新しいプロセスを彼に教えようとすると、まだ中学生の熊川哲也は、「そんなことできねーよ、先生」と言うのだそうである。口で新しいプロセスを教えられても、「できない、わかんない」を連発して、「じゃ、先生やってみてよ」と言うのだそうである。熊川哲也が「できない」と思うことを先生がやって見せると、首をかしげて、「わかんない」がまた始まるんだそうである。
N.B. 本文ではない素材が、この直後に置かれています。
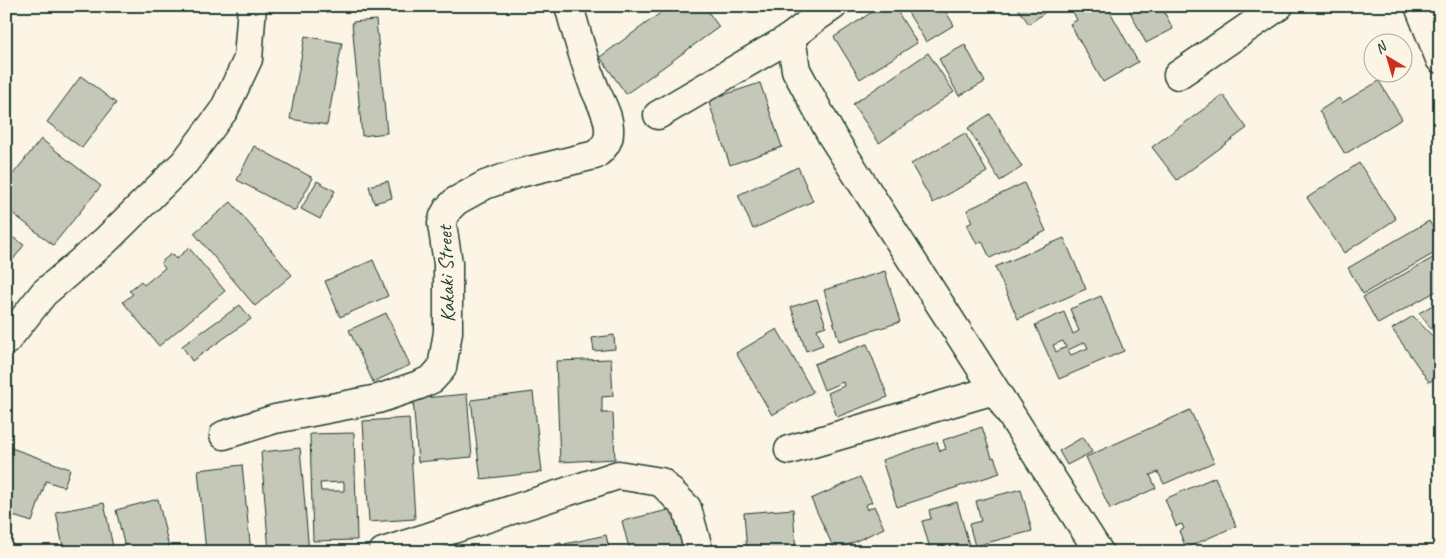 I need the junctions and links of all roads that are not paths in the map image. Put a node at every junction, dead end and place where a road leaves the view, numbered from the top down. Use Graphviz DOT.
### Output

 バレエダンサーとは、身体を動かすのが商売である。だから先生は、「カクカクシカジカのように身体を動かせ」と言う。しかし言われた方の少年熊川哲也には、その「カクカクシカジカ」がわからない。全体としてそのようになるであろう動きの一々に、自分の身体のパーツがどのように対応しうるかが、口で言われただけではわからないのだろう。

だから、実際に先生にやってもらう。目の前に出現した「新しい身体の動き」を見て、「なるほど、カクカクシカジカとはこのようなことか」と理解して、しかし、その動きを自分で再現するとなると、一々の具体的な動きがよくわからない。わからないのは、脳がその動きを概括的に「こうか」と認識しても、その認識が身体各部に対応したものになっていないからだろう。つまり、総論ではわかっても、各論では「わからない」のである。

 「各論」という身体パーツに十分な理解が及ぶまで、「わからない」は連発される。「各論」の一々を「どうやらこういうものか?」と理解して、そしてその後になって、「総論」としての再構築が始まる。「わからない、わからない」を連発していた少年熊川哲也は、身体各部の動きを「どうやらこういうものらしい」と理解すると、家に帰ってそのことを我が身に実現させるためのレッスンに一人で励んでいたのだという。

「前の日にわからない、わからない≠連発して、しかし少年熊川哲也は、翌日にはちゃんとできるようになっていた」と、彼の先生は往時を語っていた。
(橋本治著「「わからない」という方法」集英社新書 p102-103)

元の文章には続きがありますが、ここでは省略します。